Obama’s Education department gets a reality check as Common Core supporters’ fantastical promises disintegrate five years after the bigs pushed this impossibly utopian project on our country.
Maybe that’s why Education Secretary Arne Duncan recently announced his resignation, a curious seven years into his tenure with Obama. There’s no political advantage to “needing to spend more time with his family” at this very moment—unless his Common Core chickens are coming home to roost. And they are.
Unfortunately for Duncan, and even more unfortunately for the millions of American kids, his promises are proving false. Here are just 9 promises Common Core has already broken. Don’t worry. More will come.
1. End ‘Lying to Children and Parents’
The big news on the Common Core front lately is that, despite oodles of pledges to the contrary, states using the barely operative national Common Core tests Arne funded have done exactly what he said they would not. Namely, Ohio and Arkansas have decided to use lower benchmarks for student proficiency than their compatriots using these tests. So in the first year of Common Core results states are already bending to the political pressure we were promised Common Core would block. (Facing an uproar, Arkansas backed down—for now.)
It’s not just those two. Illinois, Massachusetts, California, Florida, and North Carolina (at least) have done the same, The New York Times reported.

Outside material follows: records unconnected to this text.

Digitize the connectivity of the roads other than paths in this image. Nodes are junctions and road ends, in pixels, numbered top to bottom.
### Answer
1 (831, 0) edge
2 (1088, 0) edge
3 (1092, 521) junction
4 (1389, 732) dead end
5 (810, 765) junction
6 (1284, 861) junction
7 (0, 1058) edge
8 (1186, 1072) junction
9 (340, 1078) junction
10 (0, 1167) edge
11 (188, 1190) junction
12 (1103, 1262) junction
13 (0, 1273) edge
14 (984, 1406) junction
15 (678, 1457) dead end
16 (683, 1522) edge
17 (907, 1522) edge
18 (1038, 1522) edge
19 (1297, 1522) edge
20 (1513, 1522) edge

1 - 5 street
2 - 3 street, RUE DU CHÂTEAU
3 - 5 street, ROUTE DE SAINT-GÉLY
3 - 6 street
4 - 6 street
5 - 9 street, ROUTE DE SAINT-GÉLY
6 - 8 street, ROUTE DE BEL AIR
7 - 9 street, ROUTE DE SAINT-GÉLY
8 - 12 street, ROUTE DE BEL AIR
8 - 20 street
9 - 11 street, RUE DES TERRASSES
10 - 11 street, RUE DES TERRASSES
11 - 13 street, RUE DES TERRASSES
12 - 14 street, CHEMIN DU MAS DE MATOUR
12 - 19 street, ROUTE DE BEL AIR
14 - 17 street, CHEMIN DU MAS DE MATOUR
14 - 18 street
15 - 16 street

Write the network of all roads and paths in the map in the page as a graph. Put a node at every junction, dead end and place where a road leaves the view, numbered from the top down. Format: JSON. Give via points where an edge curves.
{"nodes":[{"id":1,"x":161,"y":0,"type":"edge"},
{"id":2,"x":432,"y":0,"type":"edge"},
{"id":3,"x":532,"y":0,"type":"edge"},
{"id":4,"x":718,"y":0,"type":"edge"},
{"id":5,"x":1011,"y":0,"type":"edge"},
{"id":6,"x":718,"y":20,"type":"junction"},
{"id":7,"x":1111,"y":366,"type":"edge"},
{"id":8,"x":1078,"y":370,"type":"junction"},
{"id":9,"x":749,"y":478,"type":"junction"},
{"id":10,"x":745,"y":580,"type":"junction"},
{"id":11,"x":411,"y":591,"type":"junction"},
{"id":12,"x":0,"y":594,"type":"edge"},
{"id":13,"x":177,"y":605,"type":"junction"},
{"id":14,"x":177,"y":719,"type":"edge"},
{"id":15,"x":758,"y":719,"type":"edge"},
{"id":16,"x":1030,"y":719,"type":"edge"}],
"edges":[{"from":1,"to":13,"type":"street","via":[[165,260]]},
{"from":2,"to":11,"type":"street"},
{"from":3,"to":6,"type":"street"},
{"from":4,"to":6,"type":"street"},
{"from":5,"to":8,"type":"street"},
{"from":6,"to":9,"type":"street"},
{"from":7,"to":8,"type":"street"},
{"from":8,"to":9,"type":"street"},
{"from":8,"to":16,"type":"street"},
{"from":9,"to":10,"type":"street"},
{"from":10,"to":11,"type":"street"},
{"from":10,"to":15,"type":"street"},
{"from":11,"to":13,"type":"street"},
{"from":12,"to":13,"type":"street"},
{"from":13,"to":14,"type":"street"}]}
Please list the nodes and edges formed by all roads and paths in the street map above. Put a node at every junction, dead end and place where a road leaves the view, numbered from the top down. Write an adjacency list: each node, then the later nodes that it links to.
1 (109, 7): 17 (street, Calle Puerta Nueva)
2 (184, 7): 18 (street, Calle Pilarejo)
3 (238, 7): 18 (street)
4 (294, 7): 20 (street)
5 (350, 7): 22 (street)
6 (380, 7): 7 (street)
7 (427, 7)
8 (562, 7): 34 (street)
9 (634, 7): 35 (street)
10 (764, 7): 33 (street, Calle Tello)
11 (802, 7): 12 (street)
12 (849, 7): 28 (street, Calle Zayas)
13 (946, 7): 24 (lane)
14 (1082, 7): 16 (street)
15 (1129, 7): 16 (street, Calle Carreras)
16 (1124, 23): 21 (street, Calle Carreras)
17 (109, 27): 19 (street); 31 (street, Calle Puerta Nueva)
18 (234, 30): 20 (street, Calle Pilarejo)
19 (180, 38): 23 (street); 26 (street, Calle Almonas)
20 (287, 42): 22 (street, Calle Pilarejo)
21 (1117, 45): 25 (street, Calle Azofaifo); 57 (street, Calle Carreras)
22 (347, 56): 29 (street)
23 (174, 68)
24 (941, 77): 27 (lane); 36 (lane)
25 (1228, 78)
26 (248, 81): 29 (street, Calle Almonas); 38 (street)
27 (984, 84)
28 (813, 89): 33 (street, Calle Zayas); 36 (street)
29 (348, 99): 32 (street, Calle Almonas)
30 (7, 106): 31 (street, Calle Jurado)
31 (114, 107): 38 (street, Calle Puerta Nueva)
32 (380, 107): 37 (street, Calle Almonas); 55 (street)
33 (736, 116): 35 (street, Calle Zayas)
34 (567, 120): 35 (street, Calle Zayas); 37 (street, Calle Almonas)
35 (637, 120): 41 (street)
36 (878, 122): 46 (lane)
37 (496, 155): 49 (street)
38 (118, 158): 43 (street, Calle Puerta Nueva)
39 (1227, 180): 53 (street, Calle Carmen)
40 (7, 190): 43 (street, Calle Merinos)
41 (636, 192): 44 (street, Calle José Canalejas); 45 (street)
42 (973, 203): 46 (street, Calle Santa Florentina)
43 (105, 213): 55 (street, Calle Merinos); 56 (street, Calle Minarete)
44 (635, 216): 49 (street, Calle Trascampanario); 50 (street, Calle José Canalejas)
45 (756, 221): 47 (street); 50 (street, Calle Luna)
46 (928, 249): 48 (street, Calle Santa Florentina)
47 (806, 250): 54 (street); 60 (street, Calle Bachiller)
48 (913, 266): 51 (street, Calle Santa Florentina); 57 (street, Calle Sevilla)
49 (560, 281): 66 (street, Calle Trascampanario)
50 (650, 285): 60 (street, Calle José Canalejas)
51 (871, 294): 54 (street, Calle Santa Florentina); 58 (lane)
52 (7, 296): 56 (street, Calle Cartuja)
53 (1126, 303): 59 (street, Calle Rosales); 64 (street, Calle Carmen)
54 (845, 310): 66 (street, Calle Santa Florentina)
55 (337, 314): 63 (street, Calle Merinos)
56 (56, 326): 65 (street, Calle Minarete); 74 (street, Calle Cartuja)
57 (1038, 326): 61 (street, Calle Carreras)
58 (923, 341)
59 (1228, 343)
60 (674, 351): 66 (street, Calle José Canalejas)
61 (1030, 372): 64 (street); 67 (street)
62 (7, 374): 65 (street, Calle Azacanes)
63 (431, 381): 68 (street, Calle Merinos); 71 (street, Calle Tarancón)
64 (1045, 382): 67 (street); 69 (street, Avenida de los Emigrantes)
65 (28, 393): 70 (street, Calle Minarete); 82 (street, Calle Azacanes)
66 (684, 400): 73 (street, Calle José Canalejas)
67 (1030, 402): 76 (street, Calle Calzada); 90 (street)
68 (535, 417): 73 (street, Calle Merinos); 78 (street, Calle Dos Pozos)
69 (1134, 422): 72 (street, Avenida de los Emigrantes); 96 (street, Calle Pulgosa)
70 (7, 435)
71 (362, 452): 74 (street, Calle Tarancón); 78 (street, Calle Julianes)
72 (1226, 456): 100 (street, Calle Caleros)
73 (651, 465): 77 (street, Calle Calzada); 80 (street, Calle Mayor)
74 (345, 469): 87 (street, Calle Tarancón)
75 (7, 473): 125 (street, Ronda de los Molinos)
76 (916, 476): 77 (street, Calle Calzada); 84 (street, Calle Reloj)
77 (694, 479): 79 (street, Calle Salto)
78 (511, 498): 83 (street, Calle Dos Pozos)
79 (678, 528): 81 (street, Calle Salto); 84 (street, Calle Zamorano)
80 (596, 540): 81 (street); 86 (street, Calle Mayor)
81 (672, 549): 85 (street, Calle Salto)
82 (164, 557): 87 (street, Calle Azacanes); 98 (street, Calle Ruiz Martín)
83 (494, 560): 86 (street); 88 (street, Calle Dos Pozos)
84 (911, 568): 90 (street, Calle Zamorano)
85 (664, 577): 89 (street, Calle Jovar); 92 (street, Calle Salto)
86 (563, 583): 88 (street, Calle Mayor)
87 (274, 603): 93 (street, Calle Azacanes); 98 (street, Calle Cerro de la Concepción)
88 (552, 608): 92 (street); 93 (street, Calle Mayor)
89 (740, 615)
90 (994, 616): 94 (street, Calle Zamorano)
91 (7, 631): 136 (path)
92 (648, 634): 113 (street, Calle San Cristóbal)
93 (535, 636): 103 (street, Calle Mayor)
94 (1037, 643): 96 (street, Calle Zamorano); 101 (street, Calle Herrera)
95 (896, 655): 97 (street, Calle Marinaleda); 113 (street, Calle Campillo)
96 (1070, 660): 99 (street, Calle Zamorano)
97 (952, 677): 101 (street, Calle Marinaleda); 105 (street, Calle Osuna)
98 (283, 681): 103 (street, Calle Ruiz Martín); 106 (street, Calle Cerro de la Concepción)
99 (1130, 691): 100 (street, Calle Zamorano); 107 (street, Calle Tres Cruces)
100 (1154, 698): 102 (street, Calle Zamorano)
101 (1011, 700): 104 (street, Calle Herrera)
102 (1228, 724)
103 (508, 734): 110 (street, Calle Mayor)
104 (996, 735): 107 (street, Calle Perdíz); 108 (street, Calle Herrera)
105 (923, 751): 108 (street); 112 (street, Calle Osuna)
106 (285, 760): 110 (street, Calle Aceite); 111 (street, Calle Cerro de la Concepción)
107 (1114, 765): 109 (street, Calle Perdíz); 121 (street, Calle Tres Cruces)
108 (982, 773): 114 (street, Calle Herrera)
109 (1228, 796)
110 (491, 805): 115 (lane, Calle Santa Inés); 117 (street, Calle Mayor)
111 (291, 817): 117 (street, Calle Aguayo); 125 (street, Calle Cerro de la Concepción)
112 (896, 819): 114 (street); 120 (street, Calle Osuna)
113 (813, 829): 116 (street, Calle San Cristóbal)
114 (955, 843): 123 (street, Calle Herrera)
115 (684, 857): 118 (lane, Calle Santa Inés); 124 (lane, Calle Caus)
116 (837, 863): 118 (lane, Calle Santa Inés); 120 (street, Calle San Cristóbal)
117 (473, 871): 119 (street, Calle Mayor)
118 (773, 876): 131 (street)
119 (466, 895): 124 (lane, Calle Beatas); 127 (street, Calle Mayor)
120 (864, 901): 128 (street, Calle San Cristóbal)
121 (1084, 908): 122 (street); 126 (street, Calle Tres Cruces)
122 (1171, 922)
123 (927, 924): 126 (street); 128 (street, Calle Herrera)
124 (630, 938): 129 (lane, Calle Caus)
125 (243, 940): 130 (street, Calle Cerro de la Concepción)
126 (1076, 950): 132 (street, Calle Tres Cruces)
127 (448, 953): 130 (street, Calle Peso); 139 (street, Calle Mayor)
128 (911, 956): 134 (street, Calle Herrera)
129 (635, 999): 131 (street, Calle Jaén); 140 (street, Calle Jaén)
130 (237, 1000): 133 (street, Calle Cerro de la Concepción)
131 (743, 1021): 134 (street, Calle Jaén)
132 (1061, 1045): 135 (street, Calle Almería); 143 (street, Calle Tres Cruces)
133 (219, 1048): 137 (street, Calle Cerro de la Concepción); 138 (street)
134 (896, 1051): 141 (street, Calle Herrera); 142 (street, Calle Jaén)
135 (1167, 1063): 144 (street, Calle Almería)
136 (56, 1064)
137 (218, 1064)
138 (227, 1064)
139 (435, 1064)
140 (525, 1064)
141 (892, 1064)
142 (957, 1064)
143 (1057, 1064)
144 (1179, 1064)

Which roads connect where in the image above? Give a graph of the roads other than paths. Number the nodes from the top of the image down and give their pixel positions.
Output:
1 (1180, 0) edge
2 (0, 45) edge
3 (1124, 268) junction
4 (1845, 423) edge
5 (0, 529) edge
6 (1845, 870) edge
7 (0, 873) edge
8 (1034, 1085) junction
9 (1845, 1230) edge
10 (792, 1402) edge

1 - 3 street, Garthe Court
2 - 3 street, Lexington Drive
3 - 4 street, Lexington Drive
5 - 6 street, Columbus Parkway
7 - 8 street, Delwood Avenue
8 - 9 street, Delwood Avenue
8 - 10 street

Louisiana struggled to maintain the line this year, which “does not bode well for the future,” an in-state editorial board opined. “This was exactly the problem that a lot of policy makers and educators were trying to solve,” the director of a Bill Gates-funded Common Core PR shop told the NYT. When states did this before Common Core, Duncan blasted it as “lying to children and parents.” So what is it now?
2. Test Scores Comparable Across States
That failure creates another closely related one. Duncan promised us that national Common Core tests means, “For the first time, it will be possible for parents and schools leaders to assess and compare in detail how students in their state are doing compared to students in other states.”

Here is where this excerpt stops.